Calcium is an essential mineral for eggshell formation as well as bones formation and growth. Without sufficient calcium, eggshells can become thin and the eggs will break. Or young birds may develop deformities in their bones.
Female birds change their diets during nesting season to obtain calcium-rich nutrients. Seed and insects alone are insufficient. They provide only 10 percent of the calcium needed for egg laying.
Garden songbirds do not "store" extra calcium needed for egg laying. That would make the females too heavy and less maneuverable. So where do they get it? By gobbling up calcium within hours of egg laying.
One British study found that a female bird deposits 60 percent of the calcium needed for the eggshell within eight hours prior to laying. At this critical time, females must forage to collect huge quantities of calcium. They depend on calcium-rich nutrients naturally found in the soil, usually calcium carbonate. Fortunately that is found in many limestone-rich deposits in the Lehigh Valley area. But when acid rain saturates the soil, the amount of calcium may become insufficient.
Millipedes, worms and woodlice are part of birds' diets. The insects themselves don't provide all the necessary calcium needed for egg laying, but the soil in the insects' gut does. Some birds even consume shells of spent eggs from their own broods.

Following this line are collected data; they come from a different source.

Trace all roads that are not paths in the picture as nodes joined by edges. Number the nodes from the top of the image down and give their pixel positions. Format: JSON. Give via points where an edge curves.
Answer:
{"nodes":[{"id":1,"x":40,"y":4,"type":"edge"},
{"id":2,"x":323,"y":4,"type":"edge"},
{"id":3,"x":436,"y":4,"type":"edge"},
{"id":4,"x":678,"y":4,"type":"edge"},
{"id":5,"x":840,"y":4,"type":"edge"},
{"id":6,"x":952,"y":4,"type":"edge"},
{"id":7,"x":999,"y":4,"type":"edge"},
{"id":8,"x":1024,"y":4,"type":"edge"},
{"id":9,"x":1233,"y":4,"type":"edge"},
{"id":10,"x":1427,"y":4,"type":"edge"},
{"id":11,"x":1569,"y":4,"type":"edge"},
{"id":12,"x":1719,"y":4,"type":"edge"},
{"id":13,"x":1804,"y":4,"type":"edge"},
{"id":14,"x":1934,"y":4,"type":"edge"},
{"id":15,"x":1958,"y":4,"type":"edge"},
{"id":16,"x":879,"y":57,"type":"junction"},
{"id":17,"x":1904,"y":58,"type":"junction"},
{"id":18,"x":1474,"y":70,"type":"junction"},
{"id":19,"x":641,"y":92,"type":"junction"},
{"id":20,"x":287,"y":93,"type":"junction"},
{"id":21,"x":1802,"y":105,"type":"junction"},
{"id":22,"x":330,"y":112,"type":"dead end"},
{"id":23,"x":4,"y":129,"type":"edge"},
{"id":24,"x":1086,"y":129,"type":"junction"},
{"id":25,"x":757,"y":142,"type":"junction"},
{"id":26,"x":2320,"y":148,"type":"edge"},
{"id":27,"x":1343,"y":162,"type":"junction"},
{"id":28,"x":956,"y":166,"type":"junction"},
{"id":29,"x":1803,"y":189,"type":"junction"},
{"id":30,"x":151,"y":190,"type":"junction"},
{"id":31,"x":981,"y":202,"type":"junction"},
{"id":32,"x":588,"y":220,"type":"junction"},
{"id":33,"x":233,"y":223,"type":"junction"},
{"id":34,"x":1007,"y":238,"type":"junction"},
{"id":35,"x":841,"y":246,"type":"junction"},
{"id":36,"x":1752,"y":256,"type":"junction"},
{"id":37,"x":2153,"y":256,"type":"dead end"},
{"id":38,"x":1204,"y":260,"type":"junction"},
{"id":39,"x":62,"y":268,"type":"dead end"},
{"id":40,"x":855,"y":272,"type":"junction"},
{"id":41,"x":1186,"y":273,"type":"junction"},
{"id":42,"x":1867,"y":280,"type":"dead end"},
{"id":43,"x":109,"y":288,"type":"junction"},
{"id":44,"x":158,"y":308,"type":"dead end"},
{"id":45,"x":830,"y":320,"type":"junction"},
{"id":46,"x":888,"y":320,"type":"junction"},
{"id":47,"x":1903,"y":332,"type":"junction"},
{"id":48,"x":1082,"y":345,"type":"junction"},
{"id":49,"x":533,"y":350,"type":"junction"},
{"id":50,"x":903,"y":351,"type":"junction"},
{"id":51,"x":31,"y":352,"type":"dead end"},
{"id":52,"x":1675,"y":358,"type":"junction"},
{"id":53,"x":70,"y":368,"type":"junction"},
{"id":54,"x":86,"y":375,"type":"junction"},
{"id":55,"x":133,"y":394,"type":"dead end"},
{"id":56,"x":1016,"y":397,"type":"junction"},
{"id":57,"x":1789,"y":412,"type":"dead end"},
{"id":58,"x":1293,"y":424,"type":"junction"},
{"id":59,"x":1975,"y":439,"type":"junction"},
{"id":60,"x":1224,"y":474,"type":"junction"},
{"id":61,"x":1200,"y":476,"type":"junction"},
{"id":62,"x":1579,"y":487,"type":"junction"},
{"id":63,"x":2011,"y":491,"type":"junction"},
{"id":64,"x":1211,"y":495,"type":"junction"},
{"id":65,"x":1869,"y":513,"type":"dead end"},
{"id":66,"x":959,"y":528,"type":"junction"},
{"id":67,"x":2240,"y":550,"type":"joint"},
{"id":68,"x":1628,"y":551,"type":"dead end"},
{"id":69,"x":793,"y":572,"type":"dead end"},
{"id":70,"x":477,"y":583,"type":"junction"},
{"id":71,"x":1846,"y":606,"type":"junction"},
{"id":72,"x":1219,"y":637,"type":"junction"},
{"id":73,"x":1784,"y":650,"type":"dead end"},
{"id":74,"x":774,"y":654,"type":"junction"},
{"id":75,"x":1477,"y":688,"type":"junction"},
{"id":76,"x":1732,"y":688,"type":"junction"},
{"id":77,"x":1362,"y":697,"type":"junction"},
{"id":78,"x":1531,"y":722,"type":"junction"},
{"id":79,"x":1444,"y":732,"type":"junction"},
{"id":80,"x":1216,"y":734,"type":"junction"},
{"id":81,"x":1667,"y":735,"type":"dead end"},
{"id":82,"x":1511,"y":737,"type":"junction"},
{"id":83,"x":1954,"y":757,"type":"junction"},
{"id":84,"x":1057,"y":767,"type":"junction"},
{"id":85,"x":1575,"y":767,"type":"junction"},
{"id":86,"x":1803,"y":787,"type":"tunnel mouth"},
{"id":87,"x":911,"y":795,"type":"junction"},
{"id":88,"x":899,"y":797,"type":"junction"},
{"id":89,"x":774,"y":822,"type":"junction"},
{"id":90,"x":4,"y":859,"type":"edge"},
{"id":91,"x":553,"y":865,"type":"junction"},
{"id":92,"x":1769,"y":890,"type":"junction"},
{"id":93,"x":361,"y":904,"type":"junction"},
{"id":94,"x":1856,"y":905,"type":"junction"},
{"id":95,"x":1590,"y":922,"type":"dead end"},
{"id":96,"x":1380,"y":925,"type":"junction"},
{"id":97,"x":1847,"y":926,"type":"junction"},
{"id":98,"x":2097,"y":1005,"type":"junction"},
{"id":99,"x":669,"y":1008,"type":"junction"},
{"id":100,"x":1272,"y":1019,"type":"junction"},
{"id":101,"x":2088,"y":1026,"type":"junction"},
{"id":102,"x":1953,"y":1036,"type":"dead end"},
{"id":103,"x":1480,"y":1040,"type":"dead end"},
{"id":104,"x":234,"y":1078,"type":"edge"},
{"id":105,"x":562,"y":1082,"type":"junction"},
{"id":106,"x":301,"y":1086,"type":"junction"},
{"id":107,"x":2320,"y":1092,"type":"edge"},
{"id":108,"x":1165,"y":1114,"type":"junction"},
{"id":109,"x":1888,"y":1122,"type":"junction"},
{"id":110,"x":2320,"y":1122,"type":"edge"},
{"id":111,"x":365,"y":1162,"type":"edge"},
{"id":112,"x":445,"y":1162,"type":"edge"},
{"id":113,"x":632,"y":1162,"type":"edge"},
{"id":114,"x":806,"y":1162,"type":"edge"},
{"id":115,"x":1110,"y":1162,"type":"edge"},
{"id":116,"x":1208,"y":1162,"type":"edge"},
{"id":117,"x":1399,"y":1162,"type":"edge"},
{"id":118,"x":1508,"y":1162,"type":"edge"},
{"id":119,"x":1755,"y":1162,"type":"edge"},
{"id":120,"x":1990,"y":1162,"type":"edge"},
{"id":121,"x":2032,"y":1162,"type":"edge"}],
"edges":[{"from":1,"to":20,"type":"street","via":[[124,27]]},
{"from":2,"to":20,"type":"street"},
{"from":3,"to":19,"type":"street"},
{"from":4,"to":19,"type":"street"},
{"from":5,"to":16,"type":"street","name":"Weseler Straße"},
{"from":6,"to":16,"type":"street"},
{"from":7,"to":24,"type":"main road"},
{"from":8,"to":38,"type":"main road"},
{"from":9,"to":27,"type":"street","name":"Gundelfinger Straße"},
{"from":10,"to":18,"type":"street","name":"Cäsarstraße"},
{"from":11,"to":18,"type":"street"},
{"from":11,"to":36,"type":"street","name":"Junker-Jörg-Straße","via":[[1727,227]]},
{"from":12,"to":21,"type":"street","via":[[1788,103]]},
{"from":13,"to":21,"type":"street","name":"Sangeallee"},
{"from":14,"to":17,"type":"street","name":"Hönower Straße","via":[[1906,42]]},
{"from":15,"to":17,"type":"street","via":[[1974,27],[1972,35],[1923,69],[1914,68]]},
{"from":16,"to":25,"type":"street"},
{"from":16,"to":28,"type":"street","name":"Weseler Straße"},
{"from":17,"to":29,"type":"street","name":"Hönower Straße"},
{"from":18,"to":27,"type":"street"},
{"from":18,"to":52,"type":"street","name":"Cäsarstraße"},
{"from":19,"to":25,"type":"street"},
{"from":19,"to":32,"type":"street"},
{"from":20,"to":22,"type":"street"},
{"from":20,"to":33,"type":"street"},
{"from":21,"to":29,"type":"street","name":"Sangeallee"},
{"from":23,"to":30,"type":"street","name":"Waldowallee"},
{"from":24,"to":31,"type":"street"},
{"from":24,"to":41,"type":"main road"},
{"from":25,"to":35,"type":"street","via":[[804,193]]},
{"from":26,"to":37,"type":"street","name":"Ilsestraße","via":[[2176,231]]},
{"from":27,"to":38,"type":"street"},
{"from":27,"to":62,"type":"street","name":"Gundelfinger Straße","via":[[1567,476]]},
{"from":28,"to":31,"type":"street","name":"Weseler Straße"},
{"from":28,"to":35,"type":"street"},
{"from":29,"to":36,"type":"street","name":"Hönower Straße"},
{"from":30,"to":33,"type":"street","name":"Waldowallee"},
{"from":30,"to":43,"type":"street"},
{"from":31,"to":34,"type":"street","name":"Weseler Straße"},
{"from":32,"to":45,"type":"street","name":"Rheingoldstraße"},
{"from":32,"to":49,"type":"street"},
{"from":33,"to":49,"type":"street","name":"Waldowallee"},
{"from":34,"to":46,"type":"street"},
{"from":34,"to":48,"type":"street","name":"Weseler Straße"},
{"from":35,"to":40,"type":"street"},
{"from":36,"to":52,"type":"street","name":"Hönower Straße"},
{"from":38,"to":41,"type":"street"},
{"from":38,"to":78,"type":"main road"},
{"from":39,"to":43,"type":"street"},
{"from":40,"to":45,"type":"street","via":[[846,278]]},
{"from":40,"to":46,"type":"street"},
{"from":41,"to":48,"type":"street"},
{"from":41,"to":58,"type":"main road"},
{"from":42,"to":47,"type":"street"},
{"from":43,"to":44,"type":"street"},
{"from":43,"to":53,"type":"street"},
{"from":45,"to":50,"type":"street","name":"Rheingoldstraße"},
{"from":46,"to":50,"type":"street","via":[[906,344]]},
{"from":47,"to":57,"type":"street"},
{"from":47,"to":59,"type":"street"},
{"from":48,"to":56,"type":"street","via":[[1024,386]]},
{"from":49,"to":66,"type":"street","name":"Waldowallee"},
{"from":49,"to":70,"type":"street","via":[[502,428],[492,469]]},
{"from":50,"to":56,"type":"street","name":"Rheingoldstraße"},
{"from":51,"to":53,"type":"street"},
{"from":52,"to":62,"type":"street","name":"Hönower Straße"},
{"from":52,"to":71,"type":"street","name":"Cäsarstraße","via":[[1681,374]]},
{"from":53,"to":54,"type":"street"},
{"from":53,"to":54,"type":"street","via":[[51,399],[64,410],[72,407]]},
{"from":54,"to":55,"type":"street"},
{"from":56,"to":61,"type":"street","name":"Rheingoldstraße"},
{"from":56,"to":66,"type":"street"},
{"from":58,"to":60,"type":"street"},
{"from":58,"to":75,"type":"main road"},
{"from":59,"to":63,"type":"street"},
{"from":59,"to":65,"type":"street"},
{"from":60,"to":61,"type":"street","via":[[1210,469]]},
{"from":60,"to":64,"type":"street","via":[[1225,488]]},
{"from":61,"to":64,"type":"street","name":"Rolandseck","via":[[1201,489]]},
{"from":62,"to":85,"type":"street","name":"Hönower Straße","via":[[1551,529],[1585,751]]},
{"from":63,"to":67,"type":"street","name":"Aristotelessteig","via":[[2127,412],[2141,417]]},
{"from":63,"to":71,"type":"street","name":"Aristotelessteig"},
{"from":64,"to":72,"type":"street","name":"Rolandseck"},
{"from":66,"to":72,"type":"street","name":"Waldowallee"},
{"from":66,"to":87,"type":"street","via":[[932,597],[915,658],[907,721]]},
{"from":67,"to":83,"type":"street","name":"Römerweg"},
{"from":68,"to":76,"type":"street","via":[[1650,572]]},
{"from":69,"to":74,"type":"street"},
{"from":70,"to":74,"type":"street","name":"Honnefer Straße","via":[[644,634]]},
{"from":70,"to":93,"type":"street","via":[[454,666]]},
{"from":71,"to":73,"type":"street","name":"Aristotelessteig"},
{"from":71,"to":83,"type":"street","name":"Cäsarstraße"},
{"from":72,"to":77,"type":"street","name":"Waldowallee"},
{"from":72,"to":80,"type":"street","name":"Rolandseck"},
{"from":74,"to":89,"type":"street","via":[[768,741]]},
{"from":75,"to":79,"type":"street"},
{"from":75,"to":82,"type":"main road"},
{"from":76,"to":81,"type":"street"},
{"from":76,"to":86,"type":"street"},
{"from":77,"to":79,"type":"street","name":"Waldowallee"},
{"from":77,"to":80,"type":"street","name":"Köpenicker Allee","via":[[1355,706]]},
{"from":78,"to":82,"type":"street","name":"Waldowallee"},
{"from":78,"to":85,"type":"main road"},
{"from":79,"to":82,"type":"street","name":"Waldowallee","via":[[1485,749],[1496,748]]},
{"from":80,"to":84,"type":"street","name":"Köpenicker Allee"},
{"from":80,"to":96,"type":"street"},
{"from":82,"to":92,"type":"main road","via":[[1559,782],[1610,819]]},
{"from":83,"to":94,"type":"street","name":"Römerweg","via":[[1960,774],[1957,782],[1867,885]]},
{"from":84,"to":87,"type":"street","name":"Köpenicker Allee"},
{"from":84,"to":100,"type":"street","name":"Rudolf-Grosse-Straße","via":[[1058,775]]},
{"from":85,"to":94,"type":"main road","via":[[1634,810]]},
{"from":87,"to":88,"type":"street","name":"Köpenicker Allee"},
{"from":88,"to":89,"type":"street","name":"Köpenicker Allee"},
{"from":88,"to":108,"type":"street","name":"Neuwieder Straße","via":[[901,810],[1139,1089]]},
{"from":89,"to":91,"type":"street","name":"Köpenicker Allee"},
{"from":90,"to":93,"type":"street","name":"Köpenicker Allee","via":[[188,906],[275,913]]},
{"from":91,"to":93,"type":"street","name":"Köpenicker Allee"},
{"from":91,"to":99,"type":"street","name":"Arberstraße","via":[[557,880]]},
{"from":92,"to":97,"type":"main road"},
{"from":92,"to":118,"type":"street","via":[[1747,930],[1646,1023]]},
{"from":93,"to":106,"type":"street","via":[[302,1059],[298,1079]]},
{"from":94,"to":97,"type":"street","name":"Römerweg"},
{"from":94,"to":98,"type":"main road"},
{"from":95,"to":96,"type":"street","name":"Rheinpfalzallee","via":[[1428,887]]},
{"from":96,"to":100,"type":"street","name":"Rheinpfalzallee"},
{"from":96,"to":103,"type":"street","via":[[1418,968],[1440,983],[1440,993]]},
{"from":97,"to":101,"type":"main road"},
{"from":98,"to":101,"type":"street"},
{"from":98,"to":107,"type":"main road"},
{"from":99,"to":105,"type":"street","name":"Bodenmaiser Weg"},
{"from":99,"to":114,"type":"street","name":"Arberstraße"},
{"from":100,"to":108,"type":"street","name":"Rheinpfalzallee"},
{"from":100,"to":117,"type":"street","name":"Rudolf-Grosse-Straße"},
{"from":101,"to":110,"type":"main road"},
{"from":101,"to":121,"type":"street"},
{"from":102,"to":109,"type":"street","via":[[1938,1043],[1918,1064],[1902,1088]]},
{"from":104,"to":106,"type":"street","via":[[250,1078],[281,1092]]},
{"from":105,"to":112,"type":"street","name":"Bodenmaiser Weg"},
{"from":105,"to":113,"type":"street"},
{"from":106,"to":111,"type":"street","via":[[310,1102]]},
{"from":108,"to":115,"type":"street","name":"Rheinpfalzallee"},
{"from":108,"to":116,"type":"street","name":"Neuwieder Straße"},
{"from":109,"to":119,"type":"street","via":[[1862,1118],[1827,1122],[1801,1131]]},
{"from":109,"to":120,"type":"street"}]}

You can assist female birds in two ways.
First, you can add egg shells to your bird seed. Be sure to sterilize the shells. Rinse the eggshells first to clean off the raw egg. Place the washed shells on a cookie sheet in an oven heated to 250 degrees for about a half hour. This will eliminate the salmonella in the egg shells. Then crush the shells using a rolling pin and add the material to the bird seed.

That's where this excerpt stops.